SAINT-LAZARE, QC — In previous weeks, I have gone over some of the facets of playing hockey. However, beyond the Xs and Os, line match-ups and game plans, there is a fine line between success and failure. This line is drawn by the coaching staff, and their emotional connection with their players.
Some would argue that being connected emotionally with a player is unimportant, and should not be addressed. This is, by far, the biggest problem with the coaching fraternity today. The attention to the game itself has become so paramount that coaches forget that the players following their instructions are nothing more than kids in adult bodies, following their dreams and aspirations. Regardless of their relationship with their coach, they still look at him as their leader. He is responsible for guiding them in the right direction, regardless of any situation.
From the time kids decide they want to play hockey, the coach is their friend, brother and father on the ice. He’s there to show them right from wrong, help them interact with others, and show them how to defend themselves when the situation demands it. The coach is their teacher and principal. He’s there to share his knowledge and philosophy with them and impose discipline when merited.
The same expectations players have as kids are those they expect as adults. Coaches in today’s game must remember that. They need to be able to distinguish which of their players they can push harder than others. Coaches must be able to connect with less confident players, and be able to bring out their best efforts. Finally, coaches need to remember they too once played the game. No one in today’s coaching ranks was perfect as a player, and they need to remind themselves of those situations.
Take someone like Wayne Gretzky as an example. While “The Great One” was arguably the greatest player to ever play, he was unable to convey his playing philosophy and coaching to his players. He often lost control behind the bench, choosing to vent his frustrations at officials, instead of trying to correct his team’s deficiencies. And while this approach may have worked for Gretzky when he was a player, there isn’t a coach today who will say that blasting a referee has gotten them anywhere.
A coach must also be a quick thinker behind the bench. He must be able to adapt his thinking in different situations, in order to counteract what the opposition is doing. Most coaches discuss their thinking with players prior to game time. They occasionally look at their internal leadership group for guidance and problem resolution. This allows for any in-game adjustments that may be required to be understood by all players, without surprise or confusion. Constantly attempting the same things over and over will allow the players to question your abilities to lead them as a coach, and alienate a few of them as well.
Even though some coaches seem dry and emotionless behind the bench, like the Canadiens’ Jacques Martin, they are constantly thinking. They must be able to compute everything that is going on around them, and come up with solutions on the fly. Simply changing your line-up around does constitute control. If a chess player makes the same moves, do his opponents not know what to expect?

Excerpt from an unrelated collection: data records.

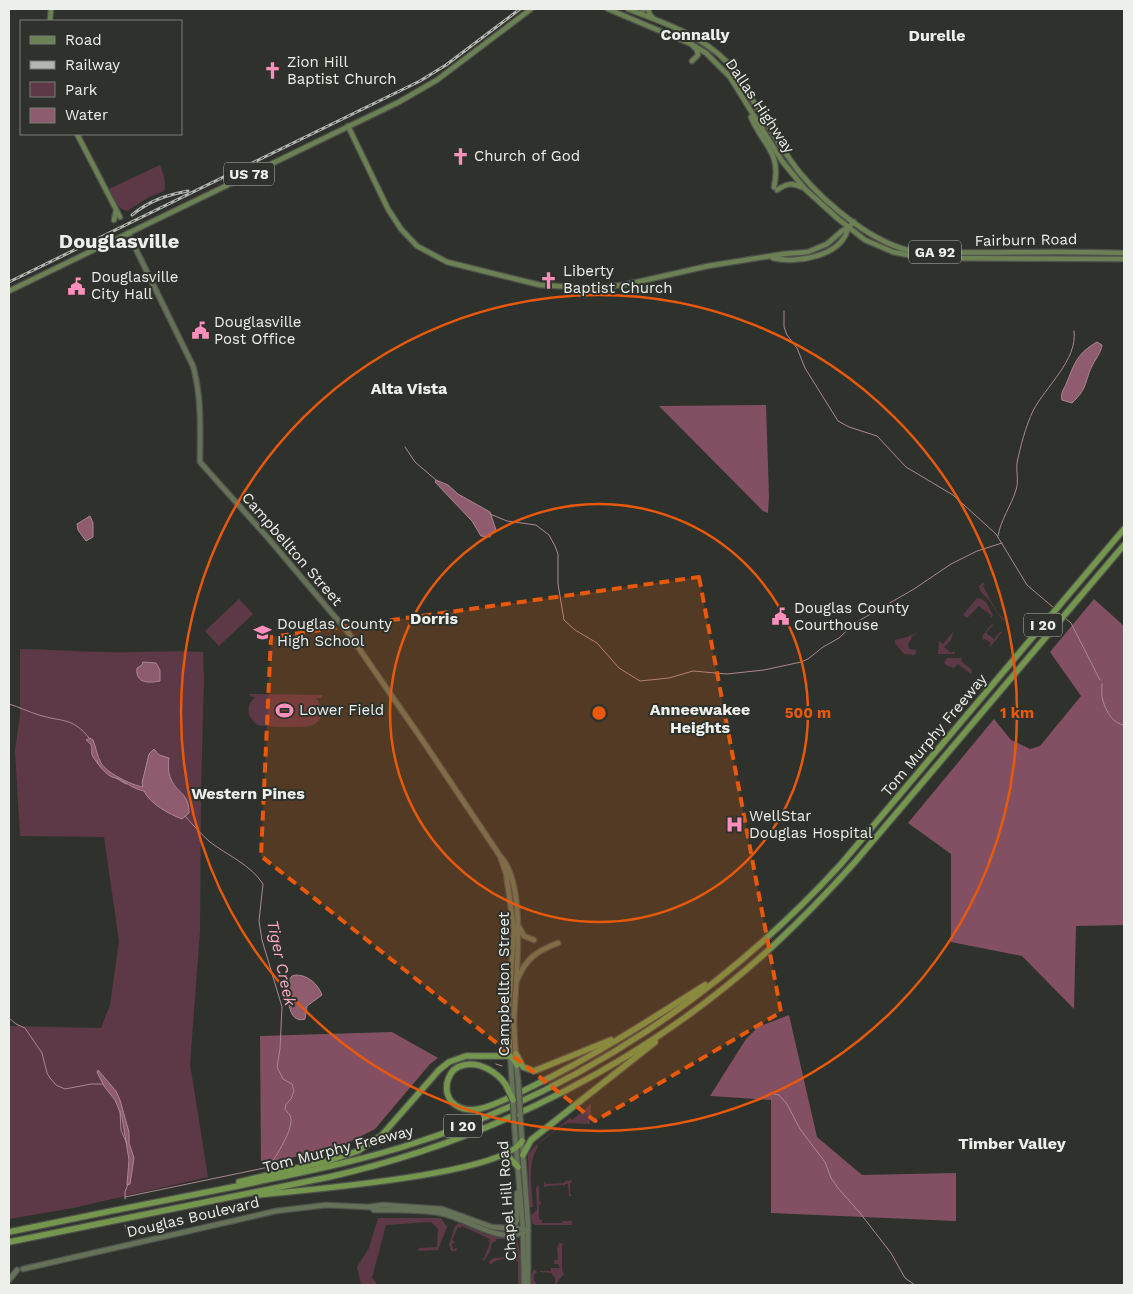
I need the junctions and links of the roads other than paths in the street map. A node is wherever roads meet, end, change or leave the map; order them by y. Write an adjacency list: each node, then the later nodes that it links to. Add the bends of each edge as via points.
1 (531, 9): 10 (main road, US 78, via 437,80)
2 (608, 9): 6 (main road, Dallas Highway / GA 92)
3 (628, 9): 4 (main road, Dallas Highway / GA 92)
4 (643, 10): 5 (main road, Dallas Highway / GA 92); 5 (main road); 6 (main road)
5 (654, 19): 16 (main road, Dallas Highway / GA 92, via 712,48 729,64 792,164 817,191)
6 (638, 21): 7 (main road, Dallas Highway / GA 92)
7 (691, 44): 8 (main road, via 698,53); 9 (main road, Dallas Highway / GA 92, via 719,65)
8 (692, 61)
9 (747, 106): 12 (main road, Dallas Highway / GA 92, via 787,168); 12 (main road, via 775,159 776,188 792,184)
10 (348, 126): 17 (main road, via 396,222 417,246 447,262 540,285 589,288 624,285 708,266 817,250); 18 (main road, US 78)
11 (79, 135): 13 (main road)
12 (805, 189): 17 (main road, Dallas Highway / GA 92)
13 (117, 209): 14 (main road); 15 (main road)
14 (120, 217)
15 (114, 220)
16 (854, 222): 17 (main road); 19 (main road, Fairburn Road / GA 92, via 884,241 917,252)
17 (848, 228): 20 (main road, Fairburn Road / GA 92, via 865,240 893,252 923,258)
18 (128, 233): 21 (main road, US 78); 24 (main road, Campbellton Street, via 193,366 200,400 200,462 347,632)
19 (1124, 253)
20 (1124, 259)
21 (9, 291)
22 (1124, 529): 28 (highway, Tom Murphy Freeway / I 20, via 841,864 784,923)
23 (1124, 545): 30 (highway, Tom Murphy Freeway / I 20, via 832,887 748,967)
24 (500, 856): 25 (main road, Campbellton Street, via 510,873); 29 (main road, Campbellton Street, via 506,873 514,929)
25 (518, 924): 26 (main road, via 524,936); 29 (main road, Campbellton Street)
26 (534, 940)
27 (558, 943): 29 (main road, via 542,949 528,961)
28 (728, 971): 31 (highway); 46 (highway, Tom Murphy Freeway / I 20, via 671,1015 615,1052 549,1088 487,1116 416,1143 352,1161)
29 (513, 990): 32 (main road, Campbellton Street, via 508,1019); 33 (main road, Campbellton Street)
30 (666, 1030): 40 (highway); 45 (highway, Tom Murphy Freeway / I 20, via 559,1094 470,1134 370,1167)
31 (624, 1034): 33 (highway, via 534,1071 523,1067); 36 (highway, via 554,1075 484,1107 467,1109 457,1106 446,1087 453,1070 468,1064 489,1070)
32 (509, 1042): 33 (main road, Campbellton Street); 34 (highway)
33 (513, 1055): 34 (highway); 35 (highway); 36 (main road, Campbellton Street)
34 (498, 1056): 46 (highway, via 466,1056 445,1064 382,1135 358,1151)
35 (517, 1065): 38 (main road, Campbellton Street, bridge)
36 (509, 1084): 37 (highway, bridge)
37 (513, 1100): 39 (main road, Chapel Hill Road, bridge)
38 (520, 1114): 39 (main road, Chapel Hill Road)
39 (520, 1136): 40 (highway); 41 (highway); 41 (main road, Chapel Hill Road); 42 (main road, Chapel Hill Road)
40 (530, 1140): 42 (highway)
41 (516, 1148): 43 (highway); 44 (main road, Chapel Hill Road)
42 (523, 1155): 51 (main road, Chapel Hill Road)
43 (500, 1156): 44 (highway, via 509,1157); 45 (highway, via 462,1168 414,1177)
44 (518, 1169): 50 (main road, via 518,1220 510,1227); 51 (main road, Chapel Hill Road)
45 (226, 1198): 54 (highway, Tom Murphy Freeway / I 20)
46 (165, 1201): 52 (highway, Tom Murphy Freeway / I 20)
47 (371, 1207): 48 (main road, Douglas Boulevard, via 420,1206); 49 (main road, Douglas Boulevard, via 374,1210); 56 (main road, Douglas Boulevard, via 326,1205 284,1209)
48 (446, 1210): 49 (main road); 50 (main road, Douglas Boulevard)
49 (426, 1212): 53 (main road, Douglas Boulevard, via 448,1215 486,1231)
50 (494, 1228): 51 (main road, Douglas Boulevard)
51 (525, 1231): 53 (main road, Douglas Boulevard); 55 (main road, Chapel Hill Road); 60 (main road, Chapel Hill Road)
52 (9, 1232)
53 (510, 1234): 55 (main road, via 518,1237)
54 (9, 1242)
55 (524, 1246): 59 (main road, Chapel Hill Road)
56 (23, 1269)
57 (9, 1272): 58 (main road, via 17,1270)
58 (9, 1280)
59 (524, 1285)
60 (528, 1285)

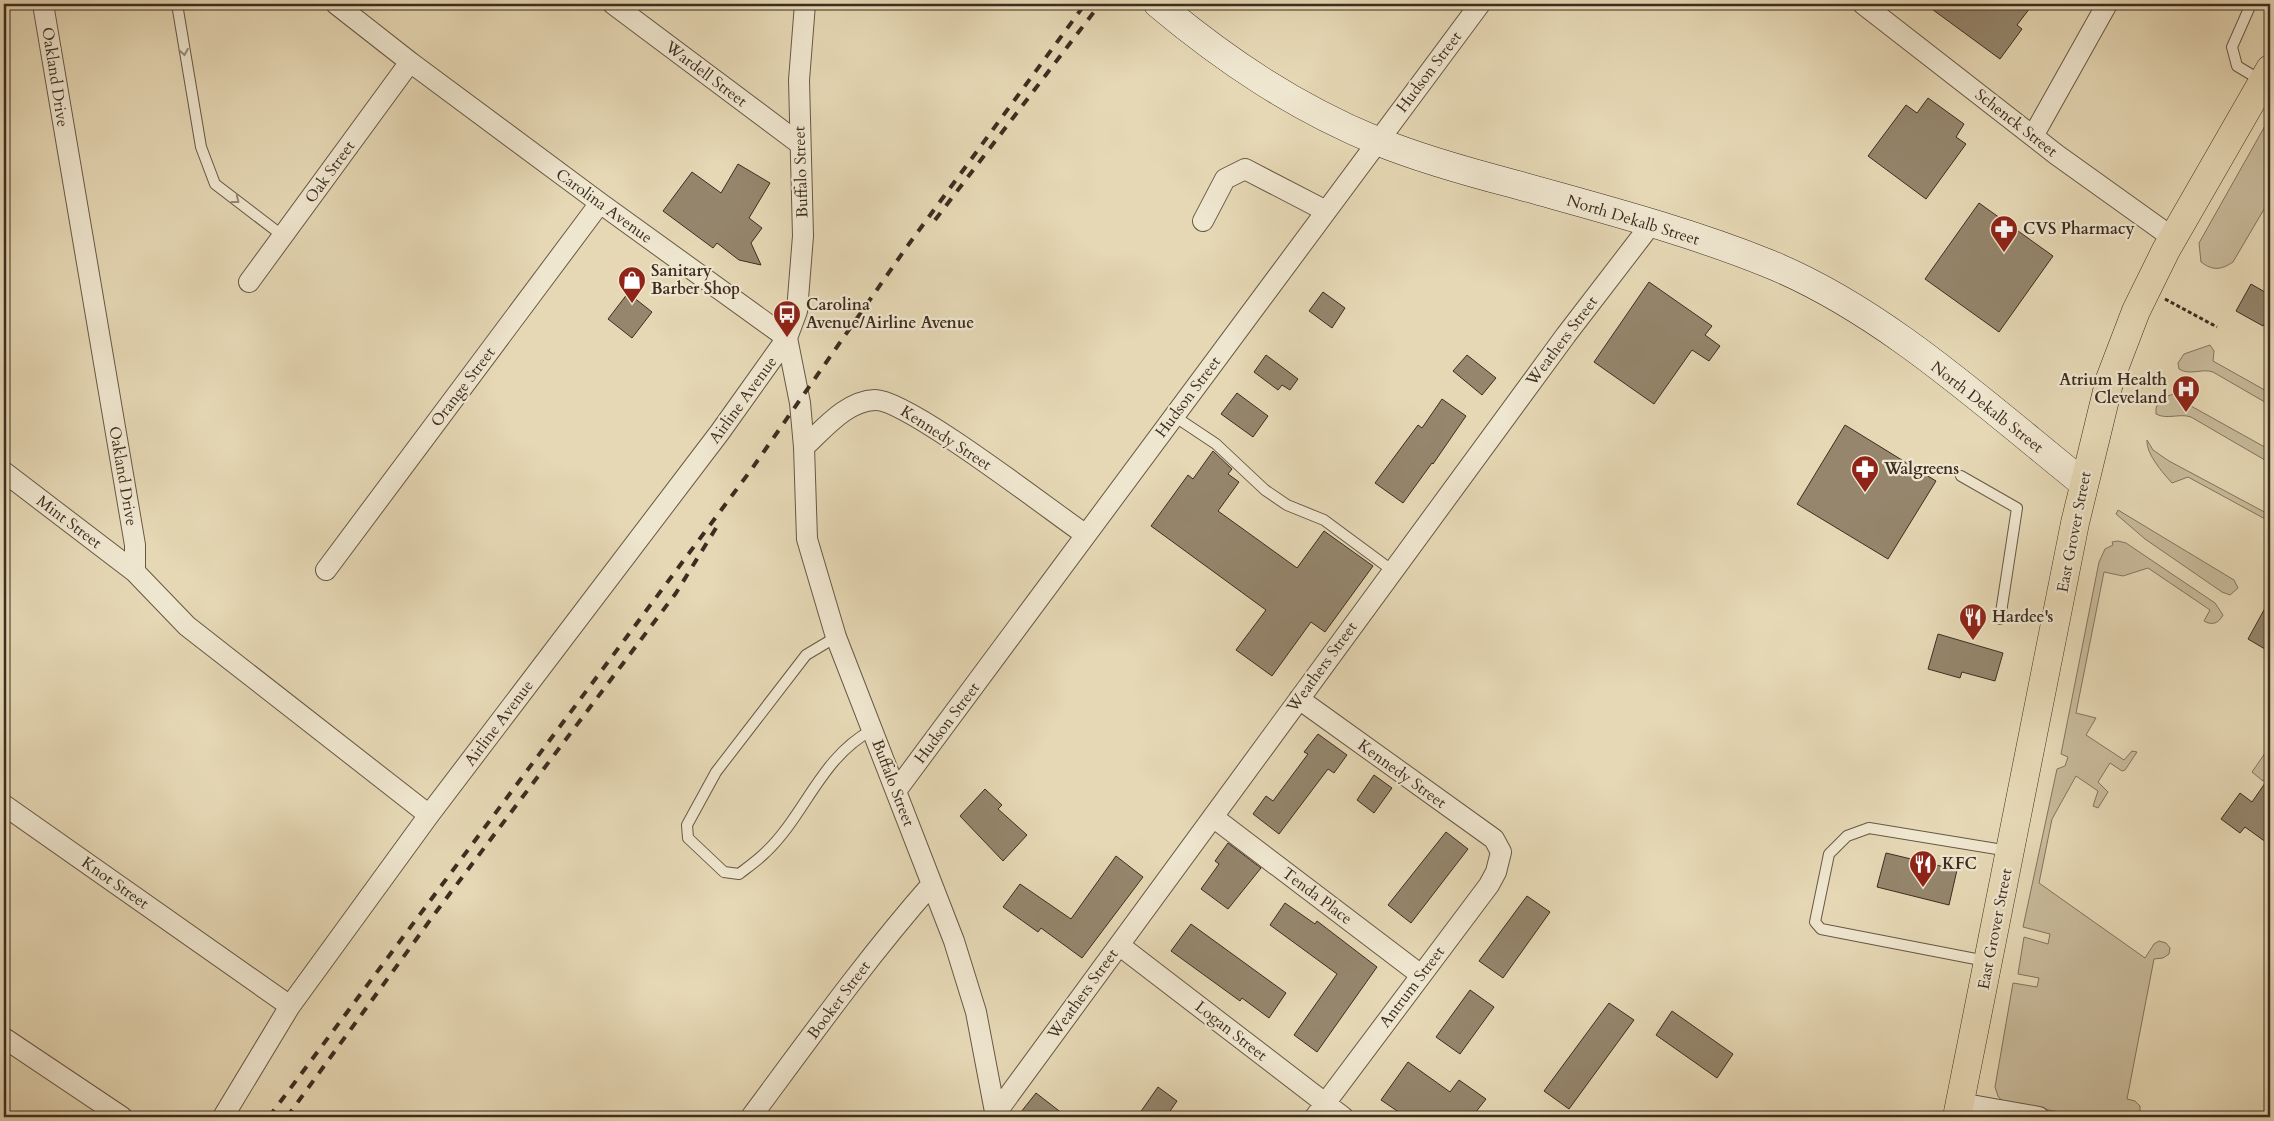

Coaches must disconnect their emotions from the game, and not become flustered when certain situations arise.
Take this past weekend’s back-to-back games versus the Red Wings and Toronto. In my opinion, Coach Martin allowed his frustrations to dictate his coaching approach. After two periods of effortless hockey, he pushed his players hard in the third, expending them both emotionally and physically. While this would be the right way to go if there were an off-day between games, dominating that ONE period against Detroit left the Canadiens with nothing in the tank for the Toronto Maple Leafs the next day. It allowed for one of the worst teams in the NHL to walk all over the Habs, and make them look much worse than they actually are.
There is no right or wrong way to coach every team in the NHL. Coaches are students of the game themselves, and are constantly learning and adjusting. Those who allow the game to control their actions, as opposed to their emotions, are much more successful.